• **YOUR GOAL**
Word for word, retype every record in the listing.

-------- DATASET ENTRIES --------

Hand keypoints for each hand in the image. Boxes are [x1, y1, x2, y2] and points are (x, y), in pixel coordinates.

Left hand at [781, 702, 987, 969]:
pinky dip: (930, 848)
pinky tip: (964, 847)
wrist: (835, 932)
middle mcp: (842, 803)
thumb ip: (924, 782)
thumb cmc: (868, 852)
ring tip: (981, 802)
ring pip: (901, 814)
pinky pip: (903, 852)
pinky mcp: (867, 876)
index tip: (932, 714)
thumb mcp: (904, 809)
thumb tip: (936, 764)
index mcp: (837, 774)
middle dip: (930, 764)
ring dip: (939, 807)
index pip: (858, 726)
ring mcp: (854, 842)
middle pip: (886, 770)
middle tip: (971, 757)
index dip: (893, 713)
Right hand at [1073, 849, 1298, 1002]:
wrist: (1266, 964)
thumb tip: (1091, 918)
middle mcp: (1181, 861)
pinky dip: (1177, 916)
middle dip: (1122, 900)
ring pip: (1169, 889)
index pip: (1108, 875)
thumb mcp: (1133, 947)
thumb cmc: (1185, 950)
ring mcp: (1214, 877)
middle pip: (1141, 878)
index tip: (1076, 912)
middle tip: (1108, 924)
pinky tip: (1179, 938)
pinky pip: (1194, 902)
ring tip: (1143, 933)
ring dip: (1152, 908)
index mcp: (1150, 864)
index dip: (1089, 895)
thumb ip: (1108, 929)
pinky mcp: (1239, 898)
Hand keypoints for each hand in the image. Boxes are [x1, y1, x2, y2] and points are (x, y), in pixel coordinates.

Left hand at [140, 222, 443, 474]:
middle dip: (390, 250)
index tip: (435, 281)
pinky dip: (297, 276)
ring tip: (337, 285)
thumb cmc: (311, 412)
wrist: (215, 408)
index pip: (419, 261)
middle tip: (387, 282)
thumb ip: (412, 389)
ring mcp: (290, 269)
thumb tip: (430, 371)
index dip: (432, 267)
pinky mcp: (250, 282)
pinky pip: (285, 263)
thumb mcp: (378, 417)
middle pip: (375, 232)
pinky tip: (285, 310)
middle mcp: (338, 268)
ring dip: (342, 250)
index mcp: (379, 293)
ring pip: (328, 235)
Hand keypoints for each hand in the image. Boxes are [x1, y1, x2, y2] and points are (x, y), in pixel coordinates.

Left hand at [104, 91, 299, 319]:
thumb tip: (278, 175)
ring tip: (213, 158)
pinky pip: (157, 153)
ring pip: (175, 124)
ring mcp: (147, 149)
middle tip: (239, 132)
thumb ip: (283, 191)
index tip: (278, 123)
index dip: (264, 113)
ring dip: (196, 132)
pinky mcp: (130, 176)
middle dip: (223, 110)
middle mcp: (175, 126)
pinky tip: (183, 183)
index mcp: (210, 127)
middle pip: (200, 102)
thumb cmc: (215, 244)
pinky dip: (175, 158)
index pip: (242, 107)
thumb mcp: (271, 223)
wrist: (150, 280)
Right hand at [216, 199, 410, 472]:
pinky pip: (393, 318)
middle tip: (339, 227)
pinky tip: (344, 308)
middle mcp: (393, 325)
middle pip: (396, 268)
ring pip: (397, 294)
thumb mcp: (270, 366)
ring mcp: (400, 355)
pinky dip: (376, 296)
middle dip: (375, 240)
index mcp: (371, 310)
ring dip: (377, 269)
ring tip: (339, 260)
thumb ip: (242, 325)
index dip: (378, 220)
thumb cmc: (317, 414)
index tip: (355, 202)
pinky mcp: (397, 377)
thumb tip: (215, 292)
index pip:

--------

• **EXERCISE OUTPUT**
Hand keypoints for each hand in the image. Boxes are [x1, y1, x2, y2] and points are (x, y), in pixel coordinates.

Left hand at [781, 702, 987, 969]:
pinky dip: (930, 848)
pinky tip: (964, 847)
wrist: (835, 932)
middle mcp: (842, 803)
thumb ip: (924, 782)
thumb cmc: (868, 852)
ring tip: (981, 802)
ring pip: (901, 814)
pinky pip: (903, 852)
pinky mcp: (867, 876)
index tip: (932, 714)
thumb mcp: (904, 809)
thumb tip: (936, 764)
index mcp: (837, 774)
middle dip: (930, 764)
ring dip: (939, 807)
index pip: (858, 726)
ring mcp: (854, 842)
middle pip: (886, 770)
middle tip: (971, 757)
index dip: (893, 713)
Right hand at [1073, 849, 1298, 1002]:
wrist: (1266, 964)
thumb tip: (1091, 918)
middle mcp: (1181, 861)
pinky dip: (1177, 916)
middle dip: (1122, 900)
ring pip: (1169, 889)
index pip: (1108, 875)
thumb mcp: (1133, 947)
thumb cmc: (1185, 950)
ring mcp: (1214, 877)
middle pip: (1141, 878)
index tip: (1076, 912)
middle tip: (1108, 924)
pinky tip: (1179, 938)
pinky pip: (1194, 902)
ring tip: (1143, 933)
ring dip: (1152, 908)
index mcp: (1150, 864)
index dip: (1089, 895)
thumb ip: (1108, 929)
pinky mcp: (1239, 898)
Hand keypoints for each hand in the image. Boxes are [x1, y1, x2, y2] and points are (x, y), in pixel coordinates.

Left hand at [140, 222, 443, 474]:
middle dip: (390, 250)
index tip: (435, 281)
pinky dip: (297, 276)
ring tip: (337, 285)
thumb cmc: (311, 412)
wrist: (215, 408)
index pip: (419, 261)
middle tip: (387, 282)
thumb ip: (412, 389)
ring mcp: (290, 269)
thumb tip: (430, 371)
index dip: (432, 267)
pinky mcp: (250, 282)
pinky pip: (285, 263)
thumb mcp: (378, 417)
middle pip: (375, 232)
pinky tip: (285, 310)
middle mcp: (338, 268)
ring dip: (342, 250)
index mcp: (379, 293)
ring pip: (328, 235)
Hand keypoints for each hand in the image. Boxes are [x1, y1, x2, y2] and points are (x, y), in pixel coordinates.

Left hand at [104, 91, 299, 319]:
thumb tip: (278, 175)
ring tip: (213, 158)
pinky pip: (157, 153)
ring pip: (175, 124)
ring mcp: (147, 149)
middle tip: (239, 132)
thumb ip: (283, 191)
index tip: (278, 123)
index dip: (264, 113)
ring dip: (196, 132)
pinky mcp: (130, 176)
middle dip: (223, 110)
middle mcp: (175, 126)
pinky tip: (183, 183)
index mcp: (210, 127)
middle pip: (200, 102)
thumb cmc: (215, 244)
pinky dip: (175, 158)
index pip: (242, 107)
thumb mcp: (271, 223)
wrist: (150, 280)
Right hand at [216, 199, 410, 472]:
pinky pip: (393, 318)
middle tip: (339, 227)
pinky tip: (344, 308)
middle mcp: (393, 325)
middle pip: (396, 268)
ring pip: (397, 294)
thumb mcp: (270, 366)
ring mcp: (400, 355)
pinky dip: (376, 296)
middle dip: (375, 240)
index mcp: (371, 310)
ring dip: (377, 269)
ring tip: (339, 260)
thumb ip: (242, 325)
index dip: (378, 220)
thumb cmc: (317, 414)
index tip: (355, 202)
pinky mcp: (397, 377)
thumb tip: (215, 292)
index pip:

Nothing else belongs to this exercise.